Senin, 23 April 2012

Bangga Menjadi Kartini

Setiap tanggal 21 April, masyarakat selalu mengadakan peringatan hari Kartini. Khususnya lembaga-lembaga pendidikan yang ada di tanah air akan berlomba-lomba untuk membuat event yang berkaitan dengan Kartini. Sisw-siswi sekolah baik dari tingkat TK hingga SLTA akan memenuhi tempat-tempat rias dan salon-salon kecantikan guna berdandan ala perempuan di penghujung abad 19. Hal ini adalah sebuah fenomena yang selalu terulang tiap tahun di penjuru negeri ini. 

Lalu adakah hubungan antara berdandan ala kartini dengan pola pikir dan sikap remaja putri kita dengan semangat yang selalu dikobarkan oleh Pahlawan Pejuang Wanita ini ?

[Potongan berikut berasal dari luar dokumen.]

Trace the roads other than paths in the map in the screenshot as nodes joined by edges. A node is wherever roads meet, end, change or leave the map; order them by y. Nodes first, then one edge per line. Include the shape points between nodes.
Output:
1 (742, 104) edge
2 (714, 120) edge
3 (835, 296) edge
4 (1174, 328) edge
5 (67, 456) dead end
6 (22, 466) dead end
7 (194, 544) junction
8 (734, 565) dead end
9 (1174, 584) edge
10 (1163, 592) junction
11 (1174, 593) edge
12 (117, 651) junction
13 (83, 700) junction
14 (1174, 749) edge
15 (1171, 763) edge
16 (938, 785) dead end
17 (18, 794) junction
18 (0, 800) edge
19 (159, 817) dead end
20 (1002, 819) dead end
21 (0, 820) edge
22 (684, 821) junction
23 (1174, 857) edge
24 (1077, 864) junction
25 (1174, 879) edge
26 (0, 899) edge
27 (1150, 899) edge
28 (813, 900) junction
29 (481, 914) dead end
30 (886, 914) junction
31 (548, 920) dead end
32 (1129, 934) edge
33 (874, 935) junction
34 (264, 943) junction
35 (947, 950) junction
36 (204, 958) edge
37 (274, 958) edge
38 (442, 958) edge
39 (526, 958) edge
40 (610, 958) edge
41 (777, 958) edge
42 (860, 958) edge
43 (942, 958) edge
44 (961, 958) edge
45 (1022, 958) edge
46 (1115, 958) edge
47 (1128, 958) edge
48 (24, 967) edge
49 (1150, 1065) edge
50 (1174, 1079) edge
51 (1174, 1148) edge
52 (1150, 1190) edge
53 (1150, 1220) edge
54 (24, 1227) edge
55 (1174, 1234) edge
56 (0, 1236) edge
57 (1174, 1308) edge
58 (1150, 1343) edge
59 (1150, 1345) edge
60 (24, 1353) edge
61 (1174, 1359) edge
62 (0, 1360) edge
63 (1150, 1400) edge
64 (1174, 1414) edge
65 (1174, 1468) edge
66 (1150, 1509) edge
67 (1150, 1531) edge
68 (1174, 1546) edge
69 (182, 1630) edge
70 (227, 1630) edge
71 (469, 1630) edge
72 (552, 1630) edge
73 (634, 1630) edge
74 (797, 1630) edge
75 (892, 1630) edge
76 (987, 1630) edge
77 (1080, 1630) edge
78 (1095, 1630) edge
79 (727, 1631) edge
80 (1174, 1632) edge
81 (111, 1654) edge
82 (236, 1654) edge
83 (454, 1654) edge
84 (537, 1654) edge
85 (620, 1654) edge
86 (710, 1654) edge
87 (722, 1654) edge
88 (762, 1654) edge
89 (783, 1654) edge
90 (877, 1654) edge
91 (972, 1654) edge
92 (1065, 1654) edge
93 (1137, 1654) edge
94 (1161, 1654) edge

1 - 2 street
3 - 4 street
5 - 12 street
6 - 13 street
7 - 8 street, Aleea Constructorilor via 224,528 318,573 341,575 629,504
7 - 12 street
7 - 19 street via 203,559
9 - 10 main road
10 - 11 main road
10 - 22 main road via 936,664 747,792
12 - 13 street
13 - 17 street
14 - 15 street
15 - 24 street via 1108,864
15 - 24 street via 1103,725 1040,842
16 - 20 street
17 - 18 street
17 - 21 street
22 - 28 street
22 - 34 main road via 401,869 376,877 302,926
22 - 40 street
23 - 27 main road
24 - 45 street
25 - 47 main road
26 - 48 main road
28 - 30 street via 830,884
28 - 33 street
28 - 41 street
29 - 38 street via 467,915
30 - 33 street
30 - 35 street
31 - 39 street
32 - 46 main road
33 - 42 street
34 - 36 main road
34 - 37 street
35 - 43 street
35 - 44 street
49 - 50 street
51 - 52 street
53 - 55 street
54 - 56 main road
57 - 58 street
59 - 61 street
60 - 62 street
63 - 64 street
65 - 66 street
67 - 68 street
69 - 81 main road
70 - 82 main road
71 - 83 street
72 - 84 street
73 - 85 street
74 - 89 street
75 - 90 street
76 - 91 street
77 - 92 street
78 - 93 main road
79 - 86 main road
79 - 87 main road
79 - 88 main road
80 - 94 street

Jika kita melihat perjalanan waktu remaja putri kita sekarang, rasa-rasanya jauh panggang dari api jikalau tidak boleh dibilang psimis dengan keadaan generasi putri kita dengan apa yang menjadi cita-cita dan semangat luhur Ibu Kita Kartini. Bagaimana tidak, Kartini dengan segala kemampuannya waktu itu berusaha mendobrak kebekuan adat dan tradisi yang membelenggu hak-hak kaum wanita agar menjadi konco wingking yang tidak tahu apa-apa kecuali seputar anak, masak, macak dan selalu bergelut dengan kesibukan dalam rumah. Saya tidak ingin mengatakan bahwa perempuan harus keluar dari ruang dan tatanan feodal yang mengikat tersebut, tetapi setidaknya perempuan punya hak dalam hal-hal lain seperti mengenyam pendidikan, menambah kolega, menjadi mitra sang suami, dan lain sebagainya yang tidak keluar dari kodrat sebagai seorang perempuan dan melailaikan tugas pokoknya sebagai seorang ibu.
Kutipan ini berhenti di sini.